YSP 1.23 ishvara pranidhana va
Bouanchaud: Otherwise, the goal is attained by active devotion to God.
Desikachar: Offering regular prayers to God with a feeling of submission to his power, surely enables the state of Yoga to be achieved.
Swami J: From a special process of devotion and letting go into the creative source from which we emerged (ishvara pranidhana), the coming of samadhi is imminent.
A while back I wrote a column on how the Yoga Sutras were not written in a cultural vacuum but very much reflect the debates that existed at the time within Indian philosophy as a whole. For example, Patanjali adopted the metaphysical and psychological tenets of Samkhya, the oldest of the Indian schools of thought. Where yoga and Samkhya parted ways was on the issue of “God”. I use that term in quotation marks because I’m not specifically referring to the God of Abraham, or the another named God of any religious belief system. The word that Pantanjali used was ishvara and that refers to the God-concept and not to a specific deity. Seriously folks, it’s a plug and play system. If you worship the God of Abraham, that’s the one it refers to in this sutra. If you are a devotee of Krishna, then it’s Krishna you would use here. The native North American may refer to Glooscap (in this region) or The Great Mother. For people in 12 step recovery programs, they use the word “Higher Power” to refer to this undefined God-concept.
Just a little more on the philosophical background of this week’s topic. Typically, in North America, when we talk about yoga styles or schools, we’re referring to the athletic demands of the postural practice or some other attribute of a postural series. There is the Ashtanga sequence and the Bikram sequence and the Kripalu style and the school I’m trained in – the Viniyoga style. Sometimes, in general conversation technical details get dropped for ease of conversing. These postural styles are referred to as different ‘paths’ of yoga when in reality, they have more in common than difference.
The paths of yoga – the ways to become united with the Divine – are something quite different. In the Bhagavad Gita, we are given three paths: bhakti, karma and jnana. Jnana yoga is finding the Divine through study and scholarship. It’s the route of knowledge. When I think of a contemporary example of an Jnana yogi, the name I come up with immediately would be Dr Georg Feuerstein, a teacher, author, scholar and source of profound wisdom of the yoga tradition. I am personally more attracted to karma yoga or the route of union through action. I don’t want to read about it, I don’t want to talk about it, I want to do it. For me, I find yoga (union) through selfless action, be it acts of charity or other actions. And then we have the Bhakti yogis. Just in time for Valentine’s Day, these are the lovers.

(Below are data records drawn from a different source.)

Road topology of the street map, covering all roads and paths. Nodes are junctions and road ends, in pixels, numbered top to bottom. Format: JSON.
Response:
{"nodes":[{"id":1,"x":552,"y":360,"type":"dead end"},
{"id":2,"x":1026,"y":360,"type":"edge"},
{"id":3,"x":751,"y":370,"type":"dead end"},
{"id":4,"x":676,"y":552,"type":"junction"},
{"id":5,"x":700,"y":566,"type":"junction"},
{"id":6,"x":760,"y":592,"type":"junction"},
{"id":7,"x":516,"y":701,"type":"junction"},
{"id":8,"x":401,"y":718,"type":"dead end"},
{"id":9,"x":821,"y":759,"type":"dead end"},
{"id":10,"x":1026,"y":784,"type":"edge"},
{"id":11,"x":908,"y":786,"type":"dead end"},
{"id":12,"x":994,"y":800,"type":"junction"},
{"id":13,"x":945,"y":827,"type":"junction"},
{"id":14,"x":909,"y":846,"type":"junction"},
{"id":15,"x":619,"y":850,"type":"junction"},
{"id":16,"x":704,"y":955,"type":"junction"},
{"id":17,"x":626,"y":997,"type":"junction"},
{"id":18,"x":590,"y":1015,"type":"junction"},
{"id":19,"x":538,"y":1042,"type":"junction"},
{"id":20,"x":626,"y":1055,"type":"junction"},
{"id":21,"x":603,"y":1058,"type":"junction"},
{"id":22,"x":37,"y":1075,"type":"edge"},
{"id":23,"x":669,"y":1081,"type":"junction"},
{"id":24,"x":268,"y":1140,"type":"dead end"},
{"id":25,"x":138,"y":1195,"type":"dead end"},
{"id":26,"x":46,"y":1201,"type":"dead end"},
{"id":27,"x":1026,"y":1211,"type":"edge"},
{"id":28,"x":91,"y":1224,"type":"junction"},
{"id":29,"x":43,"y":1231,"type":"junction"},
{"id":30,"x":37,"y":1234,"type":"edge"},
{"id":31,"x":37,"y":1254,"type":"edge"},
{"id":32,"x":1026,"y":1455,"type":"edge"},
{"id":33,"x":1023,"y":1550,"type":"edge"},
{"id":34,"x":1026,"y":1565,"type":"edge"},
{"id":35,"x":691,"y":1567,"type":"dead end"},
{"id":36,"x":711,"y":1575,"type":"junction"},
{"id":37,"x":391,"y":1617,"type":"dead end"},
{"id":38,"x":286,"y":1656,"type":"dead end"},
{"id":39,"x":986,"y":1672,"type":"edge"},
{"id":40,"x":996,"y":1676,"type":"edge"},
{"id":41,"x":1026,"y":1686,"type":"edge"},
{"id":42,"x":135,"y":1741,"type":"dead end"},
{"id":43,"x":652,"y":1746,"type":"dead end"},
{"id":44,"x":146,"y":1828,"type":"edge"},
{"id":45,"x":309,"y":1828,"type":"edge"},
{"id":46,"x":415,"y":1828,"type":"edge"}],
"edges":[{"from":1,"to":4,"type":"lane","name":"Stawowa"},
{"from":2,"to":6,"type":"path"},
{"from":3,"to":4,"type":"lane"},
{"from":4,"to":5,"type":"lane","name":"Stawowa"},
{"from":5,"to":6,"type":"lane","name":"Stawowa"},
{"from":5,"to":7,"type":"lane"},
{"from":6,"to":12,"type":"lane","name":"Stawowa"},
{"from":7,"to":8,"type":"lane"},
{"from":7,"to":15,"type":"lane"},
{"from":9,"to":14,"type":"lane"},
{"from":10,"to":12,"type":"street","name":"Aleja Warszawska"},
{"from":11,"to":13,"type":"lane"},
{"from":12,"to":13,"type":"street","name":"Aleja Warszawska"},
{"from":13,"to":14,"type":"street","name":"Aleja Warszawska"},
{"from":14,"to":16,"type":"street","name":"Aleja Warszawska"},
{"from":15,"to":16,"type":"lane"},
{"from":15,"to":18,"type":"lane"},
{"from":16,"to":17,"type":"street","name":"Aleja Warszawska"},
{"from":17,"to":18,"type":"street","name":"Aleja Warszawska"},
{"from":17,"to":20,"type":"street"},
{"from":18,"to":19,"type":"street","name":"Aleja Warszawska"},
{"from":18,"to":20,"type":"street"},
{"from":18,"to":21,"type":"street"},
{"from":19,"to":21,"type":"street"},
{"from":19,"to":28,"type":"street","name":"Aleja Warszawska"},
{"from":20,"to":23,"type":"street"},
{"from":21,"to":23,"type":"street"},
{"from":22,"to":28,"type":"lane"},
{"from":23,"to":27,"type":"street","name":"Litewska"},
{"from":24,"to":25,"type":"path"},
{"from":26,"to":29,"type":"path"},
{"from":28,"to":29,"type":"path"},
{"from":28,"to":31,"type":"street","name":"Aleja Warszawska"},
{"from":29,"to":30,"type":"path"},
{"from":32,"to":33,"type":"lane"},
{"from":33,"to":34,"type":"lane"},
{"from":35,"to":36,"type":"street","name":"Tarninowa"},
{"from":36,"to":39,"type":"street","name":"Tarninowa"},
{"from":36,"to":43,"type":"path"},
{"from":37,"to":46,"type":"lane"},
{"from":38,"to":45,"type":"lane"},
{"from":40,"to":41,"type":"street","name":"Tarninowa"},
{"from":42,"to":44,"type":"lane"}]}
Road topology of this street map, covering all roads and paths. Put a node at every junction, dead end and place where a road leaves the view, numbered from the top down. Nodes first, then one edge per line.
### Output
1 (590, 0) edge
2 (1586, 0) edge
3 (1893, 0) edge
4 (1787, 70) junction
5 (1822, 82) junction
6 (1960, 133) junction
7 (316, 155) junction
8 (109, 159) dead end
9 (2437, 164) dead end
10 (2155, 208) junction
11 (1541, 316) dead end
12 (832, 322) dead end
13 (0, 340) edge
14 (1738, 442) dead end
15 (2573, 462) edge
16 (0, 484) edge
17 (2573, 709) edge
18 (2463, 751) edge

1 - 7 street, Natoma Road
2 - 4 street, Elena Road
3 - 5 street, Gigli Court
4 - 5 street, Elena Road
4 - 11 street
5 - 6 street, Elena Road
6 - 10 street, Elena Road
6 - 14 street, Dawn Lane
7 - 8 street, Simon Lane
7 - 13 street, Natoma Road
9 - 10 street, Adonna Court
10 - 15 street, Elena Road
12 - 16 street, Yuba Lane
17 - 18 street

The word Bhakti comes from the Sanskrit root word Bhaj which means “to share in” , “to belong to” or “to worship”. The Bhakta, that is a practitioner of Bhakti, are devoted worshippers of <insert your God Concept here>. There is a lot of different metaphors used to describe this relationship between the practitioner and ishvara (the God concept): lovers, mother/child, Master/servant, teacher/disciple. All of these ideas refer to an intense and very personal devotional relationship. To steal a line from another religious tradition, the Bhakta are “God intoxicated heroes” among us. This love of ishvara forms part of a number of religious traditions, including Christianity, Judaism, the Baha’i Faith, Islam, and Hinduism.
The Bhakti tradition figures prominently in this first chapter of the Yoga Sutras. Over the next few weeks, we’ll be exploring this section which really does lend credence to the assertion that the Yoga Sutras of Patanjali are a bhakti text. This week’s sutra, ishvara pranidhana va , is one of the most well-known of all the Yoga Sutras and that makes sense since Bhakti yoga is the most widely practiced form of yoga in the world. For devout Hindus, this is where the rubber hits the road in the Sutras. All the stuff before this point was just preamble. The next few aphorisms are the heart of it all, in which ishvara is described. The Bhakti path is an important part of the yoga tradition and I think it’s important to appreciate the ideas within it.
The position of this sutra implies that this idea of Grace is the “best” path to yoga, it is not an exclusive one. The word “va” at the end of the aphorism means “or”. There are other paths that will be discussed later, but right now, the discussion is on Bhakti. Now as I said before, I’m not a bhakta. I follow a different path altogether but this doesn’t mean that there’s nothing here for me. Some of the principles that flow from the Bhakti “position” are ones that I subscribed to wholeheartedly and I’ll explore that as the weeks go on.